Barlean’s recently sent me some of their flax and coconut products to try. Aside from making delicious, healthy products, I love that a portion of the company’s profits go to charity as a part of their “Pathway to a Better Life” program. I also have to love their sense of humor.

barleans flax oil bag

Their products are certified organic non-GMO, and certified Kosher. Their fish oil supplements have also met the International Fish Oil Standards’ top 5-star rating for potency of purity from contaminants. You can read more about their products and certifications here.

I used Barlean’s Organic Virgin Coconut Oil to make this single-serve dessert recently. Sometimes when I have the time, I like to make myself a proper dessert. Well, proper for me, seeing as I am dessert-challenged. Honest-to-goodness pastry stuff is way too much like chemistry class for me.

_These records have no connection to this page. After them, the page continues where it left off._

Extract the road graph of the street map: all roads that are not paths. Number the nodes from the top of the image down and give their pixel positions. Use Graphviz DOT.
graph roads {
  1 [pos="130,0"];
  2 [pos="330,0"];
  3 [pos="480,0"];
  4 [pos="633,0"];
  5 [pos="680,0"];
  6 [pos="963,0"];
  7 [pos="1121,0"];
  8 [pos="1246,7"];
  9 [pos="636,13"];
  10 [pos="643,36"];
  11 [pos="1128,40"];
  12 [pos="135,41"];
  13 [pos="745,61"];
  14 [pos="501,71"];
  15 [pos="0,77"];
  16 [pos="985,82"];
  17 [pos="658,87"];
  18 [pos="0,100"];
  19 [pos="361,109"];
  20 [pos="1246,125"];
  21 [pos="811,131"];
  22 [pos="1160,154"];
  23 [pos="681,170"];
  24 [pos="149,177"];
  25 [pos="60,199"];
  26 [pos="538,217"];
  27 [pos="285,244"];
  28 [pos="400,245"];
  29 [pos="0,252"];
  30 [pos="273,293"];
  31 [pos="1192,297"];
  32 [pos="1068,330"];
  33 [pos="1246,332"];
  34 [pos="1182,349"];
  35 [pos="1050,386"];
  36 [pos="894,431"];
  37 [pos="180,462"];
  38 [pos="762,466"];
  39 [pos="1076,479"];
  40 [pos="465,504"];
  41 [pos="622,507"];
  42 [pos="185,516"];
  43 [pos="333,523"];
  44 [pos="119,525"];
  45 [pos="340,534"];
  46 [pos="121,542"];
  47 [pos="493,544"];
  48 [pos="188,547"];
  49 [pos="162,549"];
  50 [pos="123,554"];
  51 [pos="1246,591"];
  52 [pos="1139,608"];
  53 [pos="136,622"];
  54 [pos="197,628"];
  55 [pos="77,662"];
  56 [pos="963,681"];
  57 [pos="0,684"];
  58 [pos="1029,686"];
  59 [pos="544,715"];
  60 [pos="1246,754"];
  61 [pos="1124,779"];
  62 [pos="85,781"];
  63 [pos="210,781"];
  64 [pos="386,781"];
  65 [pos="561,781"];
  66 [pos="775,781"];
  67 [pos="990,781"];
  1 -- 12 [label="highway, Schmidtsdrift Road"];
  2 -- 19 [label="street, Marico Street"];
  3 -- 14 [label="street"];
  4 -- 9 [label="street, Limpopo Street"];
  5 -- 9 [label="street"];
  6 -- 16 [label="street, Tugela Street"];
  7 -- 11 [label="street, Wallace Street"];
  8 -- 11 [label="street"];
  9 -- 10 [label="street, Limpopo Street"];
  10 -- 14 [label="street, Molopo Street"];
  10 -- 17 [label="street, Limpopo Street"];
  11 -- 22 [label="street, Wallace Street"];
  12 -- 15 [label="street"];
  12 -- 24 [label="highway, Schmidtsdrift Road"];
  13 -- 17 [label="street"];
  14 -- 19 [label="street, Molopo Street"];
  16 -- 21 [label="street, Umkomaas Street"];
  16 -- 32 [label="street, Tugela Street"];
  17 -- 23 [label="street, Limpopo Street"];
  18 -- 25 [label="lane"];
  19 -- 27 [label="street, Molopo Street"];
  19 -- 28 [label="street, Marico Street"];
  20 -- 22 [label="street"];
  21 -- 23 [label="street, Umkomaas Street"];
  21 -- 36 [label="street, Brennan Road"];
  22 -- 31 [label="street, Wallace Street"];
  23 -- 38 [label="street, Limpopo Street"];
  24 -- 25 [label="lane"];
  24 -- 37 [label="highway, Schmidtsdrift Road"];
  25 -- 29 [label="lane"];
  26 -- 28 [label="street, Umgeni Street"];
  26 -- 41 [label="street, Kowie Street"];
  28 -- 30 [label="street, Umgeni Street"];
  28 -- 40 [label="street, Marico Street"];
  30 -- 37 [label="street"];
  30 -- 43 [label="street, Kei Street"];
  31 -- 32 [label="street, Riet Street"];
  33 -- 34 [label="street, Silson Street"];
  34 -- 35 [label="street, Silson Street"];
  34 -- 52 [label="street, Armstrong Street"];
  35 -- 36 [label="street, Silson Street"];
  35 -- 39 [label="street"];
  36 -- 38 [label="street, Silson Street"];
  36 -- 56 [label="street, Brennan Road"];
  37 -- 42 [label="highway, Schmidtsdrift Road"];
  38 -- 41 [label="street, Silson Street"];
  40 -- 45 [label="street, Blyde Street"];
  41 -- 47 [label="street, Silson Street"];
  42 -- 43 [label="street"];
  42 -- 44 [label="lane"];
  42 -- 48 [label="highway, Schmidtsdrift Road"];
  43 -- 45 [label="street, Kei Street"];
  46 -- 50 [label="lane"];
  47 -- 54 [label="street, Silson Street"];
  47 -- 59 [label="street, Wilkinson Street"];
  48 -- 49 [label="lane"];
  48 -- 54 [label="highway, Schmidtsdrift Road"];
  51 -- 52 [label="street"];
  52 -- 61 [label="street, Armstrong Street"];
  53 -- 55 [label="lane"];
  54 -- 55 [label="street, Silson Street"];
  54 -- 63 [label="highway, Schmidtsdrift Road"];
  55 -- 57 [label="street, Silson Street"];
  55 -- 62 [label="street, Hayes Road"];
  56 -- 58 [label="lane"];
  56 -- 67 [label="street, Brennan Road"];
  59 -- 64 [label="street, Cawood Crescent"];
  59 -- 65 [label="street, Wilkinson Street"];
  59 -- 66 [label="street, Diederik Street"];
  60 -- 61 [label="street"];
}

Fruit-based desserts are actually quite easy to make and happen to be fairly healthy—no magic tricks required. My favorite way to enjoy this is with a generous spoonful of plain Greek or Icelandic yogurt, but a little vanilla ice cream or whipped cream are more classic toppings. In this recipe, I decided to take it a step further and add some peanut butter flour to the mixture for a new take on PB & J.

PB&J blueberry crisp

Single-Serve PB & J Blueberry Crisp (a mini version of this recipe)


  • 3/4 cup blueberries
  • 1/2 a lemon, juiced and zested
  • 1/2 tablespoon coconut flour
  • 1 tablespoon rolled oats
  • Dash of sea salt
  • 1/4 teaspoon cinnamon
  • 1/4 teaspoon ginger
  • 1 teaspoon coconut oil, melted
  • 1/4 teaspoon vanilla extract
  • 1/4 cup plain Greek or Icelandic yogurt
  • 1 tablespoon peanut butter powder (like PB2)
  • 1-2 teaspoons water (if needed)
  • 1 teaspoon jelly


  1. Preheat oven to 400 degrees F.
  2. Combine blueberries, lemon juice, and lemon zest in a small, microwave-safe baking dish.
  3. In a small bowl, mix coconut flour, oats, sea salt, and cinnamon.
  4. Add coconut oil and vanilla to flour mixture to make crumbly topping.
  5. Scatter crumble over berries.
  6. Bake until topping is golden brown and fruit is bubbling, about 33-35 minutes.
  7. To make topping, mix yogurt, peanut butter powder, and water.
  8. Top crisp with peanut butter yogurt and add jelly.

Do you ever make desserts at home? 

Disclosure:  I’m partnering with Stonyfield as a member of their Clean Plate Club. I received this product for review, all opinions are my own.